Fraude maritime : le Cameroun dénonce l’usurpation du pavillon par le pétrolier fantôme Tagor

fraude maritime : le Cameroun dénonce l’usurpation du pavillon par le pétrolier fantôme Tagor

Le pétrolier Tagor, parti de Mourmansk en Russie et suspecté de battre illégalement pavillon camerounais, a été intercepté fin mai à près de 400 milles marins — soit environ 740 kilomètres — à l’ouest de la Bretagne. Après vérification de sa nationalité en mer, conformément à l’article 110 de la Convention des Nations unies sur le droit de la mer, il a été escorté par la Marine nationale française avant d’être redirigé vers un port français.

fraude maritime : le Cameroun dénonce l'usurpation du pavillon par le pétrolier fantôme Tagor

Yaoundé rejette toute affiliation avec le Tagor

Le ministre des Transports camerounais, Jean Ernest Masséna Ngalle Bibehe, a réagi avec fermeté lors d’une allocution radiodiffusée. Il a confirmé que le Tagor « ne figure dans aucun registre officiel des navires autorisés à arborer le pavillon camerounais ». Le gouvernement a condamné « avec la plus grande rigueur l’utilisation frauduleuse et abusive des attributs de la nationalité camerounaise », tout en appelant la communauté internationale à adopter des mesures radicales contre ces pratiques. Yaoundé a également réaffirmé sa volonté de poursuivre « le processus de nettoyage et de modernisation de son registre maritime ».

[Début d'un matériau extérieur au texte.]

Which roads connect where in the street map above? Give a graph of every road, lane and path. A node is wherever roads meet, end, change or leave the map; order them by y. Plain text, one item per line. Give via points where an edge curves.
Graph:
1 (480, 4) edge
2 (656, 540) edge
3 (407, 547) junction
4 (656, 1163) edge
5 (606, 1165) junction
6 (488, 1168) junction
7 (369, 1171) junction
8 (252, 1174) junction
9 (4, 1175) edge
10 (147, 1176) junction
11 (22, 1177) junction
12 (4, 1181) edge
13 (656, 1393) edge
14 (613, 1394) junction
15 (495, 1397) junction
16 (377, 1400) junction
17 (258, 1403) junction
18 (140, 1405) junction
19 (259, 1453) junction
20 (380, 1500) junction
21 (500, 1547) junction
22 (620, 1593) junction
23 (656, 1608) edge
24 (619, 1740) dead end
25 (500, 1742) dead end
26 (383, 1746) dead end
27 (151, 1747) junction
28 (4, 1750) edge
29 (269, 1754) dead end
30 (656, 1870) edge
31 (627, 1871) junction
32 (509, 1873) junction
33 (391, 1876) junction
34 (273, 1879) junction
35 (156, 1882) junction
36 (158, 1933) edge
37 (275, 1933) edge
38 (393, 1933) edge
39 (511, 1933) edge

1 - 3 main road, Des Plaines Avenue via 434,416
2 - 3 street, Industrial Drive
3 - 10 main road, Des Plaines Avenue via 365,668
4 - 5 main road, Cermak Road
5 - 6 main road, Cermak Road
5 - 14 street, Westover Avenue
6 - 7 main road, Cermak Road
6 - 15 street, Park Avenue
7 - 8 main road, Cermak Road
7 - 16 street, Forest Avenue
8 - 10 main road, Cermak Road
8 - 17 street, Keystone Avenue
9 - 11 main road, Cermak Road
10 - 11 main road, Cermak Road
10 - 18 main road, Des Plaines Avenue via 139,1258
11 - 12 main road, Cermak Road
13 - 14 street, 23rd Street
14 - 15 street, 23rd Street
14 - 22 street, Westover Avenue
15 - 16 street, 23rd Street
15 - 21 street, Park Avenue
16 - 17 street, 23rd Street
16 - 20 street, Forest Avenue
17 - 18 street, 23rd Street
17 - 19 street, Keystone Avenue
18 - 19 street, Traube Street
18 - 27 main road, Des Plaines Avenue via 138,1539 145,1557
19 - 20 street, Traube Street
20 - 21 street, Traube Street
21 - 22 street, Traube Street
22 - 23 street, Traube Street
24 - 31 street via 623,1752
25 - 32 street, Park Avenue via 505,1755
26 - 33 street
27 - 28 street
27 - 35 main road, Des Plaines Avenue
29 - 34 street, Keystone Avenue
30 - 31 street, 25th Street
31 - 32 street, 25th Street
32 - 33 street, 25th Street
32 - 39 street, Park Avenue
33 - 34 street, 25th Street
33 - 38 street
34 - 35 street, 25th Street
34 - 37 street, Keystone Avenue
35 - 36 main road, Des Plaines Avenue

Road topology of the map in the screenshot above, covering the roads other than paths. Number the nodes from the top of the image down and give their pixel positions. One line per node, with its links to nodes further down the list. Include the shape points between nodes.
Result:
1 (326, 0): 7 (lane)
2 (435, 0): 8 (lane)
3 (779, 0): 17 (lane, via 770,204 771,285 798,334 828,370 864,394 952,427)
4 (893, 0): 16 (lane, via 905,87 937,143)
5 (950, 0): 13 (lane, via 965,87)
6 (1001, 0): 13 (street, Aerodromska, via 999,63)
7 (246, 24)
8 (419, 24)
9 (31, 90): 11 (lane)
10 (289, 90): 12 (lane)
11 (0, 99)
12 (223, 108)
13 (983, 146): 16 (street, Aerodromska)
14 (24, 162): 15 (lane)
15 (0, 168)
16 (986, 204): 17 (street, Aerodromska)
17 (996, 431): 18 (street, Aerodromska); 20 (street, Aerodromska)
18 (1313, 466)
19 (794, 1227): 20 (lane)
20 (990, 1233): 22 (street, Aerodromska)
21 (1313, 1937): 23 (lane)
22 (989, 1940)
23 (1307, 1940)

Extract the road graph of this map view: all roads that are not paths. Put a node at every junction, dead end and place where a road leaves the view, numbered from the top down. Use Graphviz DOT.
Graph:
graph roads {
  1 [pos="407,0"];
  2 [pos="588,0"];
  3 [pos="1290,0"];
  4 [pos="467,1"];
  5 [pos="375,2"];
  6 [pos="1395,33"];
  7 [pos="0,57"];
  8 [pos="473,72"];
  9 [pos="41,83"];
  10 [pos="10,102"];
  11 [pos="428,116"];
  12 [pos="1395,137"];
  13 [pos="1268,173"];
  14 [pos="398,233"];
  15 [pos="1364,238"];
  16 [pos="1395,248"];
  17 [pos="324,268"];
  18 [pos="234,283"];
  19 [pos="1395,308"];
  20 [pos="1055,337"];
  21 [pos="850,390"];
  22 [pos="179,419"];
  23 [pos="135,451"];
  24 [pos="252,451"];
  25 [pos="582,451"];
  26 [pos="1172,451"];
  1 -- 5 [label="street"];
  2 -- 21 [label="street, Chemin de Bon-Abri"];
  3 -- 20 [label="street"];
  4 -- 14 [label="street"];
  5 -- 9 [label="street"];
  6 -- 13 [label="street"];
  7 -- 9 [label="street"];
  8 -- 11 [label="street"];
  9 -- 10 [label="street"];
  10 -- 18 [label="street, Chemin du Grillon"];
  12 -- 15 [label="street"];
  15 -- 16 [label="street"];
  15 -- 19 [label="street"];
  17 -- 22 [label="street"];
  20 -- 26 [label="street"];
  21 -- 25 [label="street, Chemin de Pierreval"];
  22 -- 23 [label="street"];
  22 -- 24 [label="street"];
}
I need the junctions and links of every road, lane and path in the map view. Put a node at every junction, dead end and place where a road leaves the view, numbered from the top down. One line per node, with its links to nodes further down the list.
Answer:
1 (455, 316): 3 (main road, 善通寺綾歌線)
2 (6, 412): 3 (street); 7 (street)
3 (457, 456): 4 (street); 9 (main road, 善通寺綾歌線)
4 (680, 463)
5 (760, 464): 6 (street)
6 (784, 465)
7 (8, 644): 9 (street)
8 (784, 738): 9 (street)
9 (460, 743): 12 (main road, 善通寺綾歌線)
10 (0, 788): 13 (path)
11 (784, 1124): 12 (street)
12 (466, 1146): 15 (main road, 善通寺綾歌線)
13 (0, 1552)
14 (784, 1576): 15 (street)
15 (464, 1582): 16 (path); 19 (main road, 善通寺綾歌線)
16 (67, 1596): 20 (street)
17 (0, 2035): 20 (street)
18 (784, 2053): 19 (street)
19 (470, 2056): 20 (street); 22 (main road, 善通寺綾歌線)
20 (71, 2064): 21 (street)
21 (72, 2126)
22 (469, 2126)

Cette prise de position vise à désolidariser le Cameroun d’un navire associé, selon les autorités maritimes, à la « flotte fantôme » — ces bâtiments utilisés pour acheminer du pétrole sous sanctions sur les marchés internationaux. L’incident met en lumière la vulnérabilité des registres maritimes nationaux face à des acteurs cherchant à contourner les dispositifs de contrôle.

Quatrième interception française depuis 2025

Les autorités maritimes confirment que l’interception du Tagor s’inscrit dans une série d’opérations menées par la France contre cette flotte opaque. Il s’agit de la quatrième intervention de ce type depuis septembre 2025. Après inspection, le dossier a été transmis au parquet de Brest, compétent en matière maritime. Depuis le 2 juin, le navire est à l’ancre dans la baie de Douarnenez, en Finistère, dans le cadre d’une enquête judiciaire en cours. Cette multiplication des interpellations en mer illustre le durcissement des contrôles européens sur les circuits d’exportation contournant les régimes de sanctions internationaux.